Quanto produce il fotovoltaico

La capacità di produzione di un impianto fotovoltaico varia a seconda delle dimensioni dell’impianto stesso, ma non solo. In media, ogni cella fotovoltaica riesce a trattenere e trasformare in energia elettrica tra il 15 e il 20% dell’energia solare ricevuta. Un tasso di conversione ancora relativamente basso, ma che si conta di poter migliorare con il progredire degli studi, delle tecnologie e dei materiali impiegati.

Al di là di questo aspetto, la quantità di energia prodotta può variare in base a cinque fattori principali.

1-      La dimensione dell’impianto

Questa è la considerazione più ovvia. Più l’impianto fotovoltaico sarà esteso, più sarà l’energia accumulata ed immagazzinata dai pannelli solari.

2-      La radiazione solare che riesce a raggiungere un sito

I raggi solari non arrivano ovunque allo stesso modo o alle stesse condizioni. La quantità di radiazione che raggiunge un terreno varia in base a diversi fattori, quali: la latitudine e la longitudine in cui si trova; le stagioni; il tempo atmosferico; le caratteristiche di assorbimento del terreno stesso. Ciò che conta di più è stimare la quantità di radiazioni che si riescono accumulare durante un anno, dal momento che la carenza di energia solare del periodo invernale può essere compensata dall’energia in eccesso accumulata durante i mesi estivi.

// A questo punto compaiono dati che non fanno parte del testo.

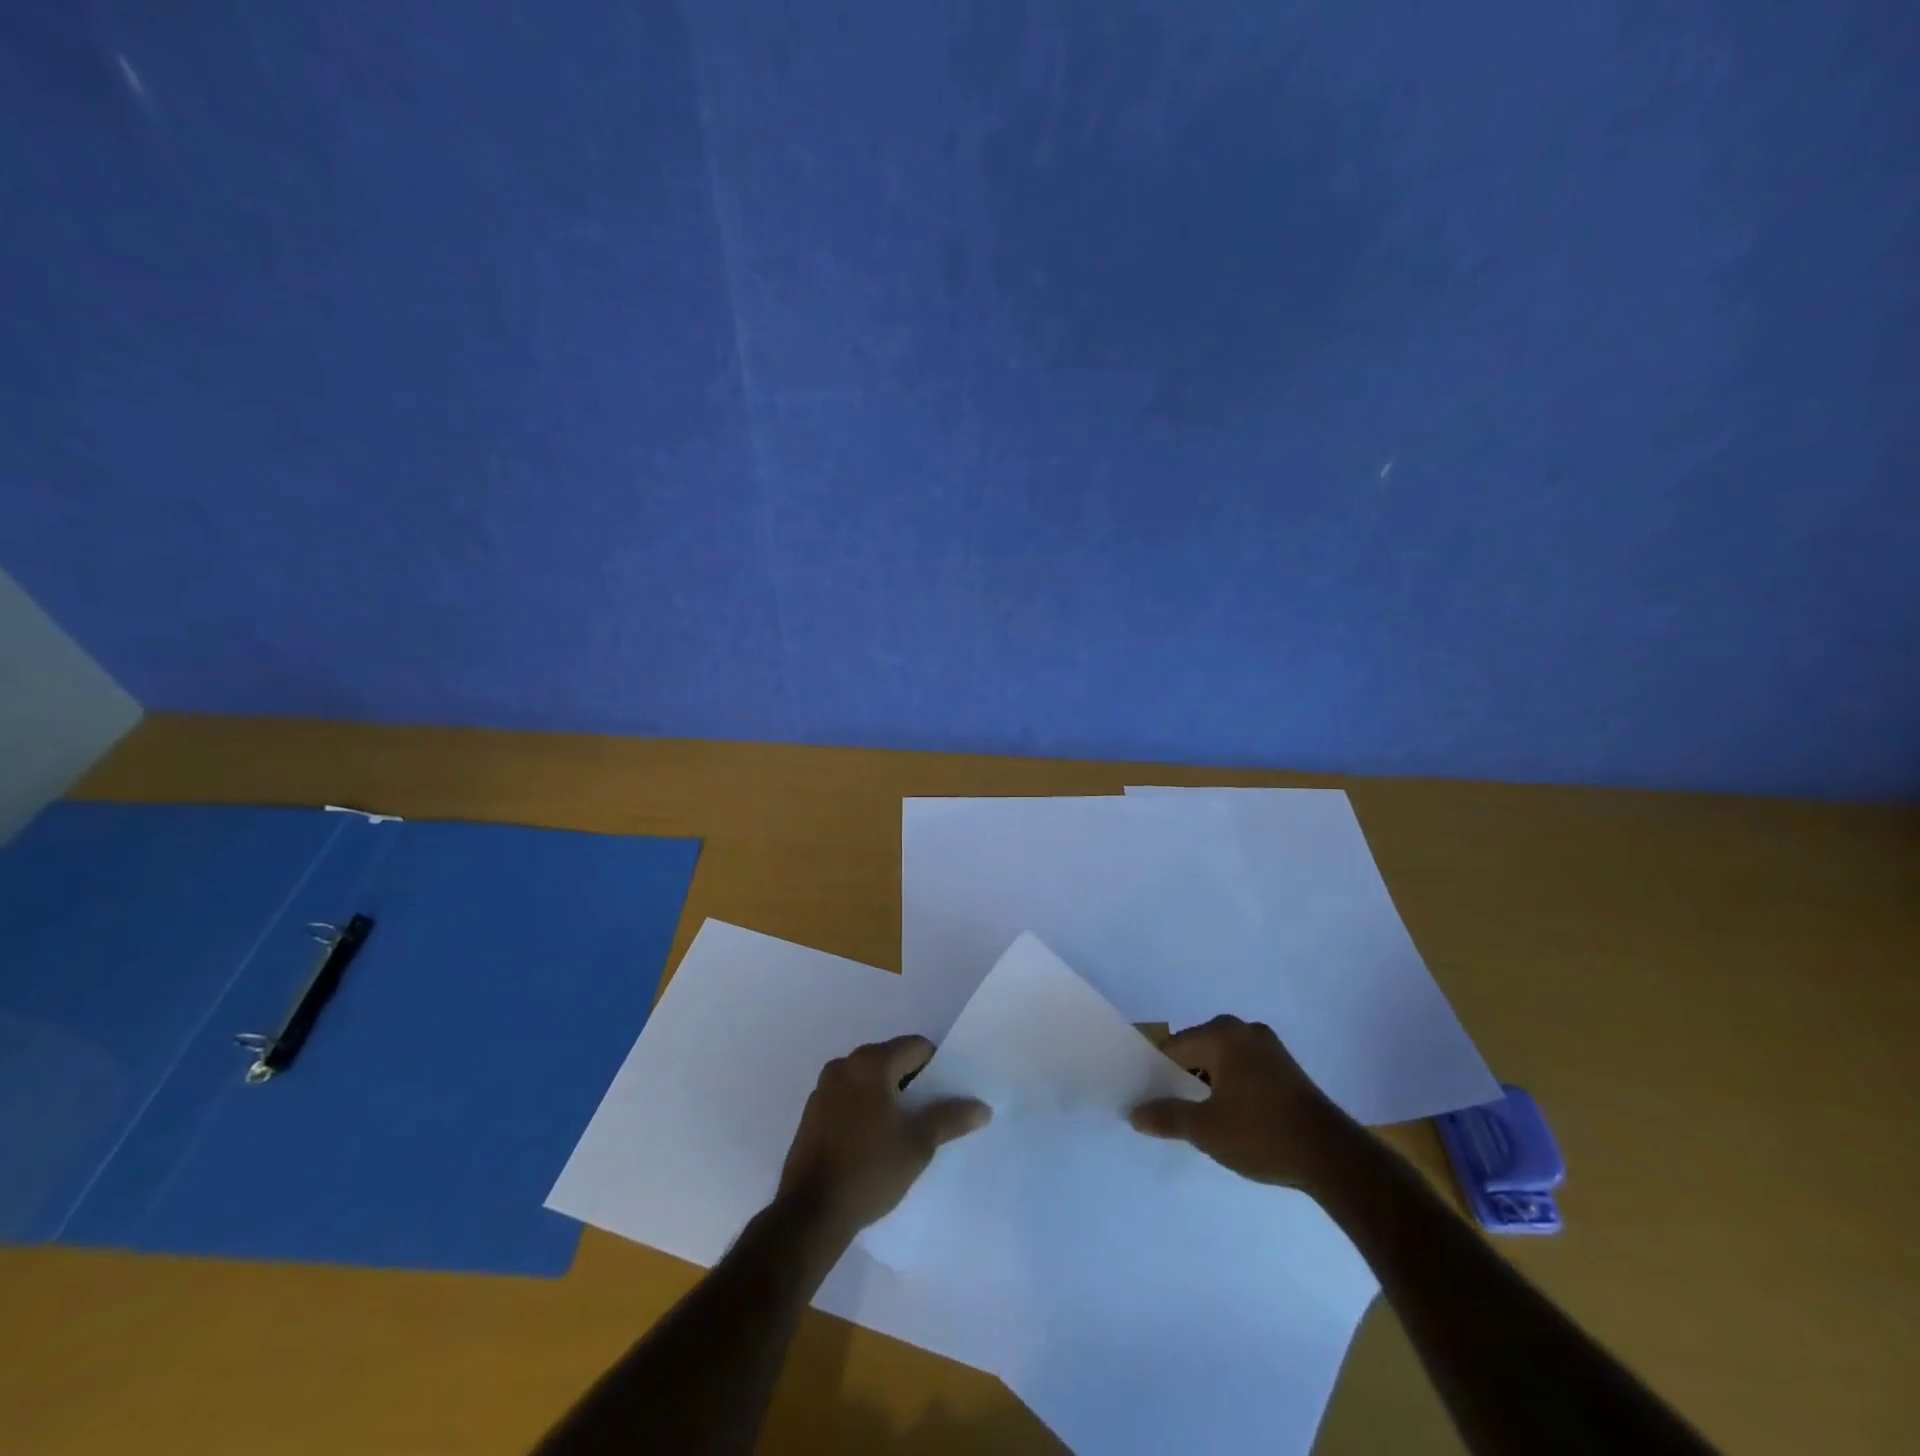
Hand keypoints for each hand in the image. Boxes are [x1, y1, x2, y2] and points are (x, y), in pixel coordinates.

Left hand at [778, 1035, 990, 1240]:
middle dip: (912, 1082)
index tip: (945, 1097)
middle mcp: (845, 1064)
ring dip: (888, 1096)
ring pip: (869, 1079)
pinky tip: (873, 1141)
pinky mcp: (812, 1112)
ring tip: (903, 1131)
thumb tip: (983, 1107)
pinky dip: (865, 1107)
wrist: (810, 1214)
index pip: (916, 1046)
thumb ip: (951, 1118)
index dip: (936, 1068)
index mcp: (871, 1063)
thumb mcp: (918, 1145)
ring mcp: (824, 1087)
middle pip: (891, 1059)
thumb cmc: (869, 1170)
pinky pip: (849, 1096)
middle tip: (929, 1116)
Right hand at [1130, 1015, 1355, 1188]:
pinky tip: (1234, 1116)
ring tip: (1205, 1118)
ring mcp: (1269, 1046)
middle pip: (1198, 1049)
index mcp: (1221, 1035)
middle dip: (1184, 1077)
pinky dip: (1232, 1085)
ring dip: (1209, 1083)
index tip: (1154, 1102)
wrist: (1333, 1157)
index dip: (1159, 1075)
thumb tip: (1134, 1113)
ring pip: (1222, 1059)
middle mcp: (1243, 1030)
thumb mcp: (1206, 1129)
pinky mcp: (1286, 1066)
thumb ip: (1167, 1117)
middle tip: (1177, 1111)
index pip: (1174, 1047)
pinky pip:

Per questo ad essere favorite in questo senso risultano essere, in Italia, le regioni del Centro-Sud. Come testimoniato dalla piantina allegata, che ci mostra la quantità di irradiazione solare sul territorio nazionale.

3-      Posizione e inclinazione dei pannelli solari

A parità dei fattori precedenti, è importante considerare anche come i pannelli solari vengono orientati sulla superficie di installazione e come viene regolata la loro inclinazione. Per quanto riguarda l’orientazione, quella migliore è data da una esposizione a 0° Sud. L’inclinazione ottimale in Italia, invece, è attorno ai 30° su di un piano orizzontale.

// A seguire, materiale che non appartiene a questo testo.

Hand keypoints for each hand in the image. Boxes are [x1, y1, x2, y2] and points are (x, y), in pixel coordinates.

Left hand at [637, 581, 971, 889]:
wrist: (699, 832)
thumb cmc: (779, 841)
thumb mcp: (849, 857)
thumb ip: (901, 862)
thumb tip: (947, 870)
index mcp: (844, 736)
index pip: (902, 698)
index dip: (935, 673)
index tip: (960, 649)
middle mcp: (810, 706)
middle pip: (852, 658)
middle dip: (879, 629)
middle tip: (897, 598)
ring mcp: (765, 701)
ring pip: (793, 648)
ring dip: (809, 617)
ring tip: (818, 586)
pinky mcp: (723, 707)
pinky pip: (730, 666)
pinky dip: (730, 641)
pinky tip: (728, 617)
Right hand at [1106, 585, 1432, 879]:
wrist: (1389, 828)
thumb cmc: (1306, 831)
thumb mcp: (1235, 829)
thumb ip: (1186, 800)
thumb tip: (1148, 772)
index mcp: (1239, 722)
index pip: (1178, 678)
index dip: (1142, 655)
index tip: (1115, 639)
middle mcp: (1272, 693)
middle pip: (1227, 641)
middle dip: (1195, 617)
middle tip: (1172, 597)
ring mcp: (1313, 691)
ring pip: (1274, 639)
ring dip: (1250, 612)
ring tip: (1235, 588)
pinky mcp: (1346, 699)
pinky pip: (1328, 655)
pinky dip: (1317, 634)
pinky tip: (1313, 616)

Laddove non è possibile orientarli in questo modo – ad esempio a causa della presenza di tetti a falda – si possono ottenere lo stesso buoni risultati con orientamenti Sud Est o Sud Ovest con inclinazione tra 0 e 60°, che danno risultati attorno all’80% rispetto alla situazione ottimale.

4-      Ombreggiature e presenza di sporco

Le ombreggiature possono ostacolare l’assorbimento di energia solare nel momento in cui altri elementi nei pressi dei pannelli vanno a disturbare questi ultimi con la propria ombra. Ciò può avvenire specialmente nei pressi di altre strutture più alte, in particolare nei mesi invernali.

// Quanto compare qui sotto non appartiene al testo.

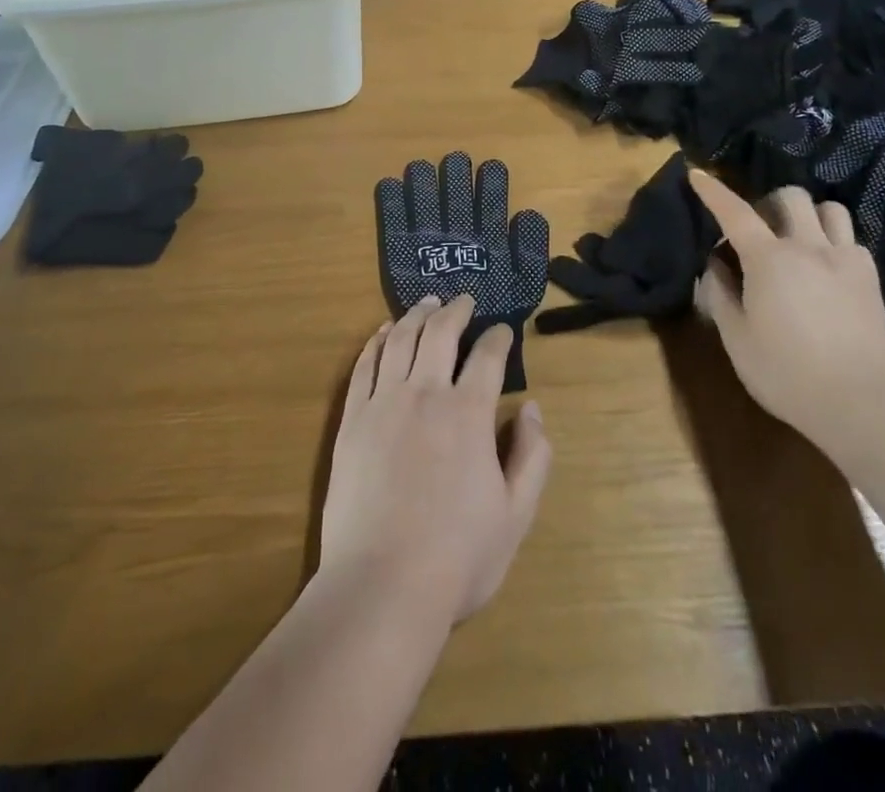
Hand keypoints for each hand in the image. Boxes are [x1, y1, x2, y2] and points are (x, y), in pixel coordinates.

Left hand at [321, 297, 550, 625]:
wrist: (381, 586)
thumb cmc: (457, 557)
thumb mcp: (516, 515)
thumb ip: (532, 456)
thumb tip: (532, 408)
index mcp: (469, 413)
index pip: (487, 357)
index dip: (498, 337)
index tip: (502, 329)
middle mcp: (426, 393)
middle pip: (440, 333)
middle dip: (455, 310)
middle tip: (463, 299)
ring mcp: (383, 403)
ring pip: (401, 340)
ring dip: (416, 315)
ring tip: (426, 302)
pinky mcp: (352, 419)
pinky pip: (365, 365)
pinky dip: (377, 341)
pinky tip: (384, 332)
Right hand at [687, 176, 884, 434]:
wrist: (859, 402)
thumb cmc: (785, 372)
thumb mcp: (736, 338)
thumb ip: (720, 295)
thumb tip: (714, 265)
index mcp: (769, 259)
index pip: (735, 212)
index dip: (714, 191)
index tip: (698, 174)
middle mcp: (808, 247)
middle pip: (791, 197)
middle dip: (770, 203)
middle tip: (760, 229)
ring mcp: (845, 260)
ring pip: (829, 210)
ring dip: (808, 216)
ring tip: (799, 240)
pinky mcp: (870, 279)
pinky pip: (852, 241)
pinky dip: (835, 242)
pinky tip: (827, 268)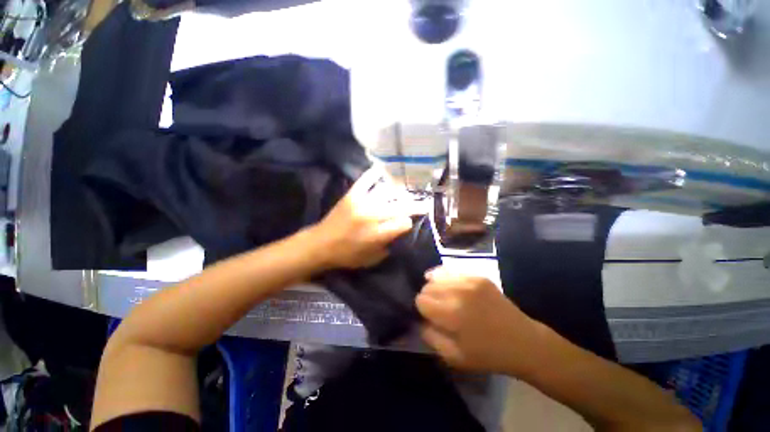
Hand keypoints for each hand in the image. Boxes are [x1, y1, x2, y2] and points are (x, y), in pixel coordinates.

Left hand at [311, 167, 416, 269]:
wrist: (321, 244)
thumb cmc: (347, 255)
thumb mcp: (373, 259)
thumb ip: (390, 245)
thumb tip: (401, 231)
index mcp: (377, 234)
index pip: (403, 222)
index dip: (409, 223)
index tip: (409, 223)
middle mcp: (372, 215)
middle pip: (401, 205)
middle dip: (415, 205)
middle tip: (424, 204)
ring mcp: (362, 202)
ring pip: (388, 192)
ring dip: (400, 192)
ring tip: (408, 191)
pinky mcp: (352, 195)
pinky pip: (366, 180)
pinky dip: (375, 174)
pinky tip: (383, 170)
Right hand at [416, 267, 535, 373]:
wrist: (523, 342)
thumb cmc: (487, 354)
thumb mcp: (454, 357)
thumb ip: (430, 337)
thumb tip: (419, 320)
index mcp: (452, 314)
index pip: (421, 300)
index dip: (422, 309)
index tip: (429, 316)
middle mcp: (458, 291)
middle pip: (428, 286)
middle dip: (428, 297)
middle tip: (437, 308)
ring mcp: (470, 281)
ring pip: (438, 275)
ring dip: (435, 286)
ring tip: (443, 296)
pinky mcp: (479, 276)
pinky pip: (452, 270)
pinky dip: (446, 277)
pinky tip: (449, 285)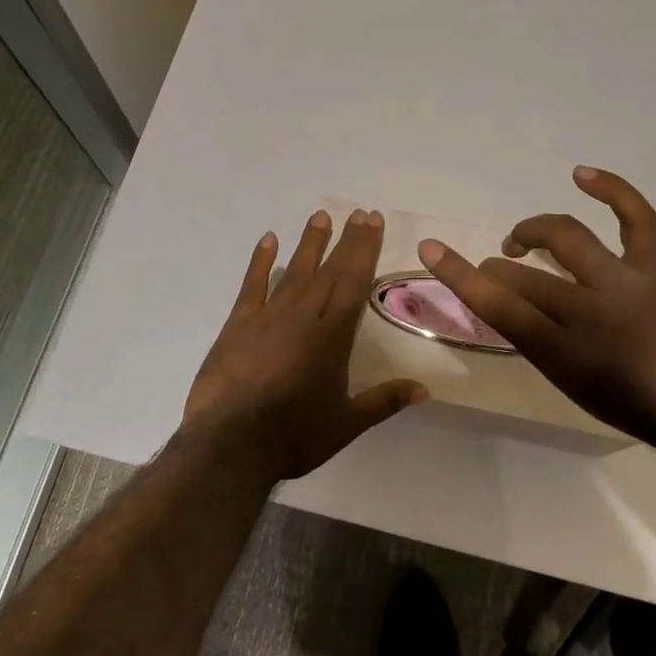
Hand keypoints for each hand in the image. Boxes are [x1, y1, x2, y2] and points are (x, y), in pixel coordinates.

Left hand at [181, 208, 426, 481]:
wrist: (231, 443)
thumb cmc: (294, 435)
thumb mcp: (346, 424)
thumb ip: (385, 401)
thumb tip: (425, 389)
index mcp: (333, 335)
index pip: (354, 281)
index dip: (365, 249)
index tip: (373, 221)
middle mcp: (304, 315)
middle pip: (330, 269)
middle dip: (346, 240)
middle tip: (358, 212)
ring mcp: (269, 316)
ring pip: (295, 270)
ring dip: (309, 243)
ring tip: (320, 216)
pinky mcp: (239, 323)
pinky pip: (253, 284)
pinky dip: (260, 261)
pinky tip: (268, 240)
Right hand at [418, 167, 655, 450]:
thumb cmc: (635, 406)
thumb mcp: (572, 385)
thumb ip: (538, 342)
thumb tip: (514, 304)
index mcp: (564, 350)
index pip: (498, 306)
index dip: (458, 275)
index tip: (431, 249)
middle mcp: (590, 310)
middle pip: (525, 275)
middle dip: (498, 267)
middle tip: (496, 268)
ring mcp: (625, 282)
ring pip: (567, 239)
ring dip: (534, 230)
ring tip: (520, 237)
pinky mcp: (655, 267)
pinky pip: (636, 219)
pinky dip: (611, 191)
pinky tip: (582, 175)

Altri ostacoli all’assorbimento possono essere causati dall’accumularsi di sporcizia e polvere sui pannelli. Queste dipendono dal tipo di terreno in cui è installato l’impianto, dalla presenza di fonti inquinanti, dal tempo atmosferico. Tale perdita può essere annullata con regolari interventi di pulizia.

5-      Componenti dell’impianto e scelte tecniche

La produzione può variare, in ultimo, a seconda dei componenti utilizzati per l’impianto e dalle scelte tecniche con cui è stato istallato. In particolare peseranno: le prestazioni di assorbimento dei pannelli solari; le prestazioni di trasformazione tra corrente continua e alternata dell’inverter; le prestazioni degli altri componenti che possono causare perdite di energia elettrica.

A titolo esemplificativo, possiamo dire che un impianto da 1KWp con orientamento e inclinazione ottima, in assenza di ombre e in assenza di sporco, può generare le seguenti capacità di produzione annua.

Nord Italia: tra i 1000 e i 1110kWh all’anno;

Centro Italia: tra i 1200 e i 1300 kWh all’anno;

Sud Italia: tra i 1400 e i 1500 kWh all’anno.

Il consumo medio di energia elettrica annua da parte di una famiglia italiana è di 3500 kWh circa. Ciò vuol dire che per rientrare completamente e non pagare più la bolletta dell’energia elettrica si avrà bisogno in media di un impianto di almeno 2KWp nel Sud Italia e di almeno 3KWp nel Nord Italia.

Si tratta comunque di una stima generale, che va ben approfondita per ogni singolo caso tenendo in considerazione gli altri fattori evidenziati.